- Born: 1980 or 1981 (age 45–46) Long Island, New York, US
- Occupation: Co-Managing Partner 3G Capital

= Daniel Schwartz =

American businessman

Daniel Schwartz (born 1981) is an American businessman. He is a co-managing partner of 3G Capital, a global investment firm and private partnership known for its long-term investments in companies such as Anheuser-Busch InBev, Restaurant Brands International (Burger King, Tim Hortons, Popeyes Louisiana Kitchen, and Firehouse Subs), Kraft Heinz, Hunter Douglas, and Skechers. Schwartz played a pivotal role in 3G Capital's 2010 acquisition of Burger King, where he was CFO, COO, CEO, and co-chairman from 2010 to 2022 and still sits on the board of directors. In 2017, Schwartz was included by Forbes in a "Top 40 under 40" list for his role at Burger King.

==Early life==
Schwartz was raised on Long Island, New York, in a family where both his father and mother had successful professional careers as a doctor and lawyer. He completed his high school education at The Wheatley School in 1998. Schwartz then pursued his higher education at Cornell University, earning a bachelor's degree in applied economics and management, which he completed in three years. During his time at Cornell, Schwartz initially took pre-med and finance courses before specializing in management and applied economics, graduating in 2001.

==Career==
In 2005, Schwartz joined 3G Capital after being recruited by co-founder Alex Behring, and became a Partner in 2008 at the age of 27. His work focused on identifying and executing strategic acquisitions. In 2010, Schwartz played a pivotal role in the acquisition of Burger King for $4 billion where he was appointed as CFO. Under new leadership, Burger King underwent a transformation, introducing a reworked menu and innovative marketing strategies.

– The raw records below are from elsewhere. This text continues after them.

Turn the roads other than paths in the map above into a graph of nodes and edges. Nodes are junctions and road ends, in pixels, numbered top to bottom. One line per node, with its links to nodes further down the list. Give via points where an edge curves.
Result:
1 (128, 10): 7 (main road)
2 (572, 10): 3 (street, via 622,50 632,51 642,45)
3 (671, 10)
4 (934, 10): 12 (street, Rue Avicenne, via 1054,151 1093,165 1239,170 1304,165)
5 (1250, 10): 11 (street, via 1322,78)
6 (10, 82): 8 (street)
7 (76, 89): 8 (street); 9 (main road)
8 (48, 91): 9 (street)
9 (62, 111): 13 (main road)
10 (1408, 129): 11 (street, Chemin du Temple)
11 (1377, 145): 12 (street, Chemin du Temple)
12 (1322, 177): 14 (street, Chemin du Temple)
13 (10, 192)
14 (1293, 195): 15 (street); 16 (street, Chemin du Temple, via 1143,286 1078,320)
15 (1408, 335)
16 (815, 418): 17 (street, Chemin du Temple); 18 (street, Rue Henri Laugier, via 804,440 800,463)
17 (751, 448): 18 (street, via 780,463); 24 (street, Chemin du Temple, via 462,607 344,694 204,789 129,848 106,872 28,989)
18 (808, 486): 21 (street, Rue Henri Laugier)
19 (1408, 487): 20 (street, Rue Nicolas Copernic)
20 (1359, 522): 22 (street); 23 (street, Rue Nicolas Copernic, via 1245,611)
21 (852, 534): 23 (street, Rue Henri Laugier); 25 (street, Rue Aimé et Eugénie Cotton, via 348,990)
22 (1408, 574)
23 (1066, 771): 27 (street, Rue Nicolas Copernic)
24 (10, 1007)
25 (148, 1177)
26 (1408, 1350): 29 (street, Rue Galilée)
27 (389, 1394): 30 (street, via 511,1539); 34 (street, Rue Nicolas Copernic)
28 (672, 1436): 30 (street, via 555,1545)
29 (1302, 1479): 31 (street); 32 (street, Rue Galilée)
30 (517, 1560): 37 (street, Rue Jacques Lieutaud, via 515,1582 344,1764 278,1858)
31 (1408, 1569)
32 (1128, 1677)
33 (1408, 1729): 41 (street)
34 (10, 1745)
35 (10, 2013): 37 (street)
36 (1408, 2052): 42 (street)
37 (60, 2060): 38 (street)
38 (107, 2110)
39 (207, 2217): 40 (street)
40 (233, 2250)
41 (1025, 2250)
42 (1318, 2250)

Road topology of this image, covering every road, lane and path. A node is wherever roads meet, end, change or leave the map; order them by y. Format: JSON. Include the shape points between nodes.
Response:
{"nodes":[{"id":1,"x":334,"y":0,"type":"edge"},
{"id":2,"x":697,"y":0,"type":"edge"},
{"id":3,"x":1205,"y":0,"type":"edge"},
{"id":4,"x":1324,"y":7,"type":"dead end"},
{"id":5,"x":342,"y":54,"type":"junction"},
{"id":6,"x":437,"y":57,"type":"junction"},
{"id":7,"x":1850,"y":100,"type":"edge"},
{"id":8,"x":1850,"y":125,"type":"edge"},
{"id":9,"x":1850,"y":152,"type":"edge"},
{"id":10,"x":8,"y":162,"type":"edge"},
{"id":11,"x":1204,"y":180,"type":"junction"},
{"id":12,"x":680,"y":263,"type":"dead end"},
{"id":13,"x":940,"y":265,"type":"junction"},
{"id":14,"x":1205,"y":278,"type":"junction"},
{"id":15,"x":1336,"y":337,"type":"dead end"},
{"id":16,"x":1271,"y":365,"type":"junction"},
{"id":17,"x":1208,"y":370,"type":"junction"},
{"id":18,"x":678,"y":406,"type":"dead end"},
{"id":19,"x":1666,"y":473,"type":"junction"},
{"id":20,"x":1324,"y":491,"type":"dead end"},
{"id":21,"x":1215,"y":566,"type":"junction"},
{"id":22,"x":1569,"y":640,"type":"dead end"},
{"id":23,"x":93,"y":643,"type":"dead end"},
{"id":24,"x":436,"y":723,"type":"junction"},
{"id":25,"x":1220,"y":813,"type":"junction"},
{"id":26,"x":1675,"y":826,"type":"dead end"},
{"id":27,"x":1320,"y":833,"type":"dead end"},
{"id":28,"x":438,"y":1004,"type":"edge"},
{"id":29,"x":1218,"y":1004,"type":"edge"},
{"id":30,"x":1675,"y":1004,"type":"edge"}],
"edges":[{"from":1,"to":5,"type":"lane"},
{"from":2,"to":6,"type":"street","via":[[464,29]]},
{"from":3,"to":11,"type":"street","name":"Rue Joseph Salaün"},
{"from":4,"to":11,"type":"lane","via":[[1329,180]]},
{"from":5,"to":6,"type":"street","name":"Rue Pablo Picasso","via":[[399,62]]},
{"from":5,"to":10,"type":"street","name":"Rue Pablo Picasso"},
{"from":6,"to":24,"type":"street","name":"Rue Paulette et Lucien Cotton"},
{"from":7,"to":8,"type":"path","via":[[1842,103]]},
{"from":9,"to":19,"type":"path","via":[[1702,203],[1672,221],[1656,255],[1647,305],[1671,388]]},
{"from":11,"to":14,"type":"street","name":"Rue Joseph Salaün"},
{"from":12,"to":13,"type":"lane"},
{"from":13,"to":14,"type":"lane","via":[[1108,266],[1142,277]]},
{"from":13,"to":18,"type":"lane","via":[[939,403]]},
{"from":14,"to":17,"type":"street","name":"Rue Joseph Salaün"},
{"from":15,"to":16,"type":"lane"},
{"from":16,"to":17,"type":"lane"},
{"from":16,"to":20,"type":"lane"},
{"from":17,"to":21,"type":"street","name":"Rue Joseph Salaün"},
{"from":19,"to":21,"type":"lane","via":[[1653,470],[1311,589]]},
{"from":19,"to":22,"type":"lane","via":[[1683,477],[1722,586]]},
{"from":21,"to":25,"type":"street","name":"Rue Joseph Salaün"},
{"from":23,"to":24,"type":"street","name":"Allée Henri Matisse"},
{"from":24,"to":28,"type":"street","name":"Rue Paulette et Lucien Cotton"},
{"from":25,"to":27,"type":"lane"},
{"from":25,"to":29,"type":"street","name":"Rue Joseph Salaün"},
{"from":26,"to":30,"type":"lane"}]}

In 2013, at the age of 32, Schwartz became the CEO of Burger King, making him one of the youngest restaurant CEOs in history. During his tenure, Burger King's growth outpaced competitors, with the company opening 1,000 new restaurants worldwide.

In December 2014, Schwartz played a key role in 3G Capital's acquisition of Tim Hortons for $12.5 billion, resulting in the creation of Restaurant Brands International (RBI), the world's third-largest quick-service restaurant company. Under Schwartz's leadership, RBI further expanded its portfolio by acquiring Popeyes Louisiana Kitchen, Inc. in 2017 for $1.8 billion and Firehouse Restaurant Group Inc. for $1.0 billion in 2021.

After stepping down as CEO of Restaurant Brands International in January 2019, Schwartz became co-managing partner of 3G Capital alongside Alex Behring. He was co-chairman of Restaurant Brands International with Behring until 2021. Schwartz continues on the board of directors.

Schwartz led 3G Capital's $7.1 billion acquisition of Hunter Douglas in 2021 and its $9.4 billion acquisition of Skechers in 2025. He is a board member of Hunter Douglas.

==Personal life==
Schwartz remains actively involved in his alma mater, Cornell University. He is on the Undergraduate Program Advisory Council of the Dyson School. He is married and has three children.